By Chris Auerbach-Brown

SAFMOD artists create a spectacle with costume, light and multicultural modern dance. [Photos: Philip Borza]

Sure, it’s unfortunate that so many arts/music collectives start out with lofty ideas only to fall off the map into the abyss of anonymity. As a former co-partner in several (now defunct) local art/music collectives, I can even point to the usual causes—lack of money or lack of dedication on the part of the members of the collective or both. What is an arts collective? Typically, it’s a small group of artists unified by a common purpose that may include sharing a work space, and an esprit de corps that leads to collaboration in performance, dance, painting, etc.

Because so many fail, I went in search of a local arts collective that has shown sustainable and visible success to find out what made them tick.

My research led me first to SAFMOD, short for Sub Atomic Frequency Modulation OverDose, an arts collective currently managed by core trio Young Park, Neil Chastain and Ezra Houser. Park provides choreography and dance, Chastain produces music and Houser is a poet and stilt-dancer as well as managing director.

The collective has worked with a long list of guest artists from other genres, including visual artists Ron Crutch and Alexandra Underhill (a member for many years) and Sano, the graffiti artist who designed costumes and backdrops for about five years. SAFMOD is a multi-media performance group that has shown surprising staying power. And yet after ten years in the business, it only applied for nonprofit status last year—so, what gives?

It’s one of those sickeningly hot July afternoons and we’re riding in a minivan without A/C in search of Nelson’s Ledges. Behind the wheel, Young Park appears barely concerned that the road map is failing. In fact, she’s handling the fact that we’re completely lost quite well—driving, talking, directing questions of her own to me as Ezra relaxes as best as he can in the backseat.

HB: Why start a group like SAFMOD in Cleveland?

YP: Actually, SAFMOD was started in Ann Arbor [by] me and Neil while we were going to the University of Michigan. We ended up taking a class where the whole point was to bring dancers, musicians and artists together to collaborate on a piece. That was our first collaboration, and we continued to work together, mostly in an improvisational way, and have different artists work with us.
Neil was commuting back and forth; he was in (Cleveland-based rock band) Craw, and I was meeting artists from the Cleveland institutes of art and music. When we graduated, Cleveland seemed like a good place to continue our work because the city was very affordable. There were lots of studio spaces for rehearsal, and the venues were much more accessible than in a place like New York.

HB: What kinds of things did you do to sustain yourselves?

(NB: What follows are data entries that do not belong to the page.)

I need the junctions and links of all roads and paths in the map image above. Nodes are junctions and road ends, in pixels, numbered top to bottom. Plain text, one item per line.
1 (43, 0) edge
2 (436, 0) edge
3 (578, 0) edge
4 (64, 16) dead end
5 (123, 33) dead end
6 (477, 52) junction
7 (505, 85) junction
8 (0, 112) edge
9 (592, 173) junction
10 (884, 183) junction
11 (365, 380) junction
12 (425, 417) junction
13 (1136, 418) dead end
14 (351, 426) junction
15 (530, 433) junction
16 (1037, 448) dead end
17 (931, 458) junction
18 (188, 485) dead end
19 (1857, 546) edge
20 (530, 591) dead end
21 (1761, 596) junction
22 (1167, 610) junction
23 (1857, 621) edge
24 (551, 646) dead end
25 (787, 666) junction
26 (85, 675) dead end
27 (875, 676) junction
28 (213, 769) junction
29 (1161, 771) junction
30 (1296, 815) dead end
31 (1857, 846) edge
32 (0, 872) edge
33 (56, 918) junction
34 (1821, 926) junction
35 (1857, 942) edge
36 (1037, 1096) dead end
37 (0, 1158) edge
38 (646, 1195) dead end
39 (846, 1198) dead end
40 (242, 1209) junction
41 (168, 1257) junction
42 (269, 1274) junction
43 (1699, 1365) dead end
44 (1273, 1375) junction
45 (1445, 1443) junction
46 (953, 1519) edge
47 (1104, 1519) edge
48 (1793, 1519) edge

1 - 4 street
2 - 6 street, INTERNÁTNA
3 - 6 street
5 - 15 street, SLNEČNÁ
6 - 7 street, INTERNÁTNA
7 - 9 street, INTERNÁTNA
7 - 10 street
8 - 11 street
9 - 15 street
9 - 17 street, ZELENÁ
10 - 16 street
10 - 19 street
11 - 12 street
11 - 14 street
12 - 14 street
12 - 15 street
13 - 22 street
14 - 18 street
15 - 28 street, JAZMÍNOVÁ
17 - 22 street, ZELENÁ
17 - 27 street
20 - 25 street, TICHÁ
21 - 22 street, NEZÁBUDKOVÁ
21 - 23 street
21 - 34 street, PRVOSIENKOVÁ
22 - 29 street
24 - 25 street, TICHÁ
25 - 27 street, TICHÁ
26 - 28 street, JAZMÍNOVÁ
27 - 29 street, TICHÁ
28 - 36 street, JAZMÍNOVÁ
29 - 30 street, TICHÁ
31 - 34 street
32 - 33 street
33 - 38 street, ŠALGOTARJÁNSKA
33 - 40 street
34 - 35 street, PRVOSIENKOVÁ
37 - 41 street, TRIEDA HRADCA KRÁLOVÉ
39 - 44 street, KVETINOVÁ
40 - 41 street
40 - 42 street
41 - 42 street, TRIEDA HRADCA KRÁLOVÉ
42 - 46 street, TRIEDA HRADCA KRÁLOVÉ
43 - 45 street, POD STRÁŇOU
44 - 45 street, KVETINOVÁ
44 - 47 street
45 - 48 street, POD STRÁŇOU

YP: I'm not really sure if our method is any better or worse than anyone else’s. We’ve been in existence for ten years, and just last year we have become a nonprofit organization. So for ten years we worked like a rock band, where we would get gigs, and there was money from the gigs that we would use for paying performers and travel expenses.

We didn’t get any funding from corporations or foundations. But we were really focused on creative development—in the sense that we experimented with every combination of music, sound, movement, and visual art that we could think of. That really helped in the first decade. We were refining the performance and the artistic aspect, but the organizational structure of things just didn’t exist.
Now that Ezra is our managing director, what we’re finding in going to foundations for money is that they don’t really care what you do artistically. They want to see that your organization is sound as a business model.

HB: They want to see a fiscal history that’s successful before they give money. Did you document that kind of information before going for non-profit status?

YP: We have been documenting our history for the last three years, and our fiscal history is pretty good.

HB: One of my groups incorporated right away into a non-profit, so we had no fiscal history. Foundations wouldn’t give any money to us because of that.

YP: I think it’s also really important to have a clear mission statement. With your mission statement, you need to be clear that the group of people working together is all in agreement with its content. Your mission statement should encompass what you’re doing. That’s something that foundations look at also. What you’re saying is what you’re doing. Lucky for us, we have a very broad mission statement, which is something like, “SAFMOD is dedicated to”... ahh... help! managing director! What’s our mission statement?

EH: It’s three parts: collaboration and experimentation with diverse artists towards developing and presenting original work.

HB: How did you avoid organizational pitfalls—did you get professional help like a board or advisers and a lawyer to help you apply for non-profit status?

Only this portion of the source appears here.